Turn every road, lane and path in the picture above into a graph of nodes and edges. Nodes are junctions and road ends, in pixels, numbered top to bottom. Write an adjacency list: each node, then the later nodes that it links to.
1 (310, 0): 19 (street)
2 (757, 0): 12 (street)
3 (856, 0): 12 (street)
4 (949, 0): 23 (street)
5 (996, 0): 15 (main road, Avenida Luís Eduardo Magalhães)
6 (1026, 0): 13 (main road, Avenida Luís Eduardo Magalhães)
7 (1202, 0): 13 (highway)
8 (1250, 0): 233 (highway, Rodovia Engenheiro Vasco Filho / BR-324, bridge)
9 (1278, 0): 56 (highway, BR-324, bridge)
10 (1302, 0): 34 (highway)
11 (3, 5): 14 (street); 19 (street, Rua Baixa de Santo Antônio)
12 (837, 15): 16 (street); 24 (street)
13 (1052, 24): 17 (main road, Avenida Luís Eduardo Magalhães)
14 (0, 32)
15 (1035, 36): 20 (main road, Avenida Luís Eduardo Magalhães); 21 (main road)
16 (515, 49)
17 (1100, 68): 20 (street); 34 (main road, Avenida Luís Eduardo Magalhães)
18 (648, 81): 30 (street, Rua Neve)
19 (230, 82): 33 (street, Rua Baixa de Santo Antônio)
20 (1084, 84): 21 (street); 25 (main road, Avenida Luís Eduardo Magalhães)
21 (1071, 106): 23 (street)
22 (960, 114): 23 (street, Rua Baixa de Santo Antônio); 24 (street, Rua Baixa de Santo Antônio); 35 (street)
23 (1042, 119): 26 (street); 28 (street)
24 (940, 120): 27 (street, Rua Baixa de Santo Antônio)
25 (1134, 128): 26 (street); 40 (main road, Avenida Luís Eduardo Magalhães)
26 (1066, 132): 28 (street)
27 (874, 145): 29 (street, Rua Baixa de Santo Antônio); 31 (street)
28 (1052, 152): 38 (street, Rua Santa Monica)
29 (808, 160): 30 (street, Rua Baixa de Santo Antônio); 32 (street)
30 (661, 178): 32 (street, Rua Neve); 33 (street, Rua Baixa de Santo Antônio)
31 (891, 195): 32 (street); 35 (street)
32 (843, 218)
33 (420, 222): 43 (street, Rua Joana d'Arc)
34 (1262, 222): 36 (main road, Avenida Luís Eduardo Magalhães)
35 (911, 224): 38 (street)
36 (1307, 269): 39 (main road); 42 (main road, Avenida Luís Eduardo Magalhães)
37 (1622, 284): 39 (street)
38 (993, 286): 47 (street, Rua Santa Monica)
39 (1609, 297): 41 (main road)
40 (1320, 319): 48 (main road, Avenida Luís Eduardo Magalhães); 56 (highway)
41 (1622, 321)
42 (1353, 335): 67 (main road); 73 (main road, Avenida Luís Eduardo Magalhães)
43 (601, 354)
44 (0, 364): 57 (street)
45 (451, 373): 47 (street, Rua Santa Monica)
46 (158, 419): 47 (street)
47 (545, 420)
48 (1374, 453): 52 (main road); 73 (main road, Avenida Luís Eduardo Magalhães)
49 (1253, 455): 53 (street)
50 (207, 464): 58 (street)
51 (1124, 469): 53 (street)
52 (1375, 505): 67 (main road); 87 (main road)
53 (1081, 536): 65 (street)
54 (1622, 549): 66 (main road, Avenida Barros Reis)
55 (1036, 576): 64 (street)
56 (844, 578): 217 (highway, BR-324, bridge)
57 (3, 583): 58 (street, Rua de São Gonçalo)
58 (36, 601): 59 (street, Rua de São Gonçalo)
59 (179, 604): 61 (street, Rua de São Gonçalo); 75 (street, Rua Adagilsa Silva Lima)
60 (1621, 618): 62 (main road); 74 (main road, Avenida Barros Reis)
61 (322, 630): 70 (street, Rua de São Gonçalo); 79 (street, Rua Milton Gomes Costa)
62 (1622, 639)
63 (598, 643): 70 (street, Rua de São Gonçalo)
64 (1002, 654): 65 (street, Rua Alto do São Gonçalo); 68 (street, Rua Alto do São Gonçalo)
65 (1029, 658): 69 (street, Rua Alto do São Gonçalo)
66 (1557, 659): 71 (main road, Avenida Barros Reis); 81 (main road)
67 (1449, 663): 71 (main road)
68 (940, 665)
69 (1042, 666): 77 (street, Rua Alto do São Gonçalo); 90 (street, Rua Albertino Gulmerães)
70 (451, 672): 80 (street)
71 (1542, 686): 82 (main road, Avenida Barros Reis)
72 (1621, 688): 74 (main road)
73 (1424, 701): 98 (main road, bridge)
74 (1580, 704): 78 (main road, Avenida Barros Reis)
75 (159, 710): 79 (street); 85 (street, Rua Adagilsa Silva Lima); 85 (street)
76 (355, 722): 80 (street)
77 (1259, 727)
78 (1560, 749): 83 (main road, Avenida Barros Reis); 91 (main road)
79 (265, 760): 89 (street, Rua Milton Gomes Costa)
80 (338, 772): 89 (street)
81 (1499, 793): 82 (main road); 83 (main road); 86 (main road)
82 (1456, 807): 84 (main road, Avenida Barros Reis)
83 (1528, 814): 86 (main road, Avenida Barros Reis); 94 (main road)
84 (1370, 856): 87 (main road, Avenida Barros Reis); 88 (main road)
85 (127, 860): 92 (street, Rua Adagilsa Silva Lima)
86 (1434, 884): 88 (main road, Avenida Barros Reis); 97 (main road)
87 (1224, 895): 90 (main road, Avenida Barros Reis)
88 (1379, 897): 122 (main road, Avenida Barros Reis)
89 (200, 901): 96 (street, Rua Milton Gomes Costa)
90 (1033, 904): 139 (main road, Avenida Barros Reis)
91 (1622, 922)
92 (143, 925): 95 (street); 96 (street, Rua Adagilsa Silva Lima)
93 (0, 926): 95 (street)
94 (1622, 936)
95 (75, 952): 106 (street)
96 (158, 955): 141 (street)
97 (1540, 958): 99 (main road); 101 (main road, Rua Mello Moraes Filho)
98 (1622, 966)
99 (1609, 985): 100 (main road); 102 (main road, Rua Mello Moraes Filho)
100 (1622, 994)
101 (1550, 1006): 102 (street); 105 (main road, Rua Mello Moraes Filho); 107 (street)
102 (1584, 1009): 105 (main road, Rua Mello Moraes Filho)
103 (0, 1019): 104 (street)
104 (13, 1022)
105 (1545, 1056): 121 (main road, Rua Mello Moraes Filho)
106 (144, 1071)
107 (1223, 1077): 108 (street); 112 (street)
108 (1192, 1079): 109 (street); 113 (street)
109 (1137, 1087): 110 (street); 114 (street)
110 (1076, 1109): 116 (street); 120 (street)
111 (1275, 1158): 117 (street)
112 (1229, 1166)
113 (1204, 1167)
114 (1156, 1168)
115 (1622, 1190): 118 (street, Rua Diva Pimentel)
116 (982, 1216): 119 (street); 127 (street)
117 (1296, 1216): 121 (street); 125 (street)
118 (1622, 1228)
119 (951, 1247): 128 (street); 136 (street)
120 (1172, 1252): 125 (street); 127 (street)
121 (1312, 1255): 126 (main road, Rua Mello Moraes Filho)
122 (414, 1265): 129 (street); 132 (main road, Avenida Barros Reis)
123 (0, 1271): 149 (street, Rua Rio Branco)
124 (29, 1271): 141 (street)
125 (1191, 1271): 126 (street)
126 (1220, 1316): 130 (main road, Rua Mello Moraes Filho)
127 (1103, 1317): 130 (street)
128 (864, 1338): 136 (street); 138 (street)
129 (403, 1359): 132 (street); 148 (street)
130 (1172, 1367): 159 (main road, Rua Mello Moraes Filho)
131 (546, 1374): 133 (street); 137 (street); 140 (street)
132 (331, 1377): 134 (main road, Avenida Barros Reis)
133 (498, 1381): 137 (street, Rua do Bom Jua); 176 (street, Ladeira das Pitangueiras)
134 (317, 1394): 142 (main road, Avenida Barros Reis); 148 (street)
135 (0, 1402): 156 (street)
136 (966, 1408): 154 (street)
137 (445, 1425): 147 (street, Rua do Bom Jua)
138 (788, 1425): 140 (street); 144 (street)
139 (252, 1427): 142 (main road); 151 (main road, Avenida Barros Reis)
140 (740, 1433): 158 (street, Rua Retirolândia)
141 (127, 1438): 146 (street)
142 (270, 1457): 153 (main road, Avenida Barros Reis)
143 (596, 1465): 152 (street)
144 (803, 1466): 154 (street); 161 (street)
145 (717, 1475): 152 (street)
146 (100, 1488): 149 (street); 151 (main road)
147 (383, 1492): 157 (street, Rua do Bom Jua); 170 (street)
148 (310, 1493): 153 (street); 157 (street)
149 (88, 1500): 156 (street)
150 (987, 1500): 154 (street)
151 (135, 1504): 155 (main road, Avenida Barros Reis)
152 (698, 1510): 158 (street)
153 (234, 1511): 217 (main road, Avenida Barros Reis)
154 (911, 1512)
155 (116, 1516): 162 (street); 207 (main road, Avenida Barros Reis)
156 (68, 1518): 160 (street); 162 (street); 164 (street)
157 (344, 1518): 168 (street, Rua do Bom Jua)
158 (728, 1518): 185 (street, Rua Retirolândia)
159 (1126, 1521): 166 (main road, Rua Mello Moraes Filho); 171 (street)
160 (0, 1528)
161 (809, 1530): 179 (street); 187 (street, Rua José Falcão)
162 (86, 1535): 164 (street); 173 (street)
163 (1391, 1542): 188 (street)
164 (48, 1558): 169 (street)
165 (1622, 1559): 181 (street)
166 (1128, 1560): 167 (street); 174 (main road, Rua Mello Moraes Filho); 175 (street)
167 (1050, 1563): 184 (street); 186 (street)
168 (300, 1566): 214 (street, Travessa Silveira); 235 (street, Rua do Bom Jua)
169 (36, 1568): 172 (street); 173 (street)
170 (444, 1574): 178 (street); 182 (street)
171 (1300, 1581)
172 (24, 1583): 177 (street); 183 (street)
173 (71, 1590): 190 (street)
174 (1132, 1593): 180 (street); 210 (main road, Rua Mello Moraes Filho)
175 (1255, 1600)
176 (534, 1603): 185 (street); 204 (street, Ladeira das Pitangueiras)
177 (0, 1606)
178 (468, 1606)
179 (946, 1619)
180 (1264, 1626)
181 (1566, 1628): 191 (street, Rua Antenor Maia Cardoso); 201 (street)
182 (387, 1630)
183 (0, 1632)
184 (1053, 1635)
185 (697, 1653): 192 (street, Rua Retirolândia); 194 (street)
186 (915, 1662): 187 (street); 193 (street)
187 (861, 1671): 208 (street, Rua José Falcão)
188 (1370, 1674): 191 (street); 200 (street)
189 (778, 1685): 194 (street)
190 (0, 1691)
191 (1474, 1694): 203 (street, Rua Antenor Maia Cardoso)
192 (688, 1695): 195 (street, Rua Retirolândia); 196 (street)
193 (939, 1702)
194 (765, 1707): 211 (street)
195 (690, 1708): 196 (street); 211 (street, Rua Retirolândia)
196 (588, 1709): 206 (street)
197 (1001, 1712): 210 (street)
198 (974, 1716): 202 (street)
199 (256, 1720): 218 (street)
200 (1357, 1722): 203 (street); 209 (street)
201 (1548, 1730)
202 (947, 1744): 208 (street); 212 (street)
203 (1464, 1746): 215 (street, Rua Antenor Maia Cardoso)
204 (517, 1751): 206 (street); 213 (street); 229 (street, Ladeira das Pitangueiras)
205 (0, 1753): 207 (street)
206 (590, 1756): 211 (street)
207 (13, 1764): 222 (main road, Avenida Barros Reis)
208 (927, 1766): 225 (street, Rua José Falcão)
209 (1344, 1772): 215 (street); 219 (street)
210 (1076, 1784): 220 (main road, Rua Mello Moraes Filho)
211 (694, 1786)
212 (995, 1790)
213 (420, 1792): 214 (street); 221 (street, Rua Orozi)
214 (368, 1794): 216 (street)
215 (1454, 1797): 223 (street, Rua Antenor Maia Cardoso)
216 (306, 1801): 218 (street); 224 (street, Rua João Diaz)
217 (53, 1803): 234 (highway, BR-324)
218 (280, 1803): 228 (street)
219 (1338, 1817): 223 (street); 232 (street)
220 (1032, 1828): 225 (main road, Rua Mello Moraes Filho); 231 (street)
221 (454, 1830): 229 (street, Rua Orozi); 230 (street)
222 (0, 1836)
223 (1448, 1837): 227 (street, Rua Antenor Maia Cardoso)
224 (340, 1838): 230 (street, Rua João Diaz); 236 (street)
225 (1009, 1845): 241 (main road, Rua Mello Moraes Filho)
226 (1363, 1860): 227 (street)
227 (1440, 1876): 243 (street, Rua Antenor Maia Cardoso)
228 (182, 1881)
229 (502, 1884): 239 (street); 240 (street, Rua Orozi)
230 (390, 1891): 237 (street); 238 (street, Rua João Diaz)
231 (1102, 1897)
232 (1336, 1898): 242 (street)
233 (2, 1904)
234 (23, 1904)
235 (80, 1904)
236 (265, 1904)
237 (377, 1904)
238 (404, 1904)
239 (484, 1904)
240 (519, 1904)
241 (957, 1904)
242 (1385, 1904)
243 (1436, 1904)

* [Activity] What is the number of lines in the entries above that hold the string "Eduardo"? Please state that number alone.

* [Response to the task] 12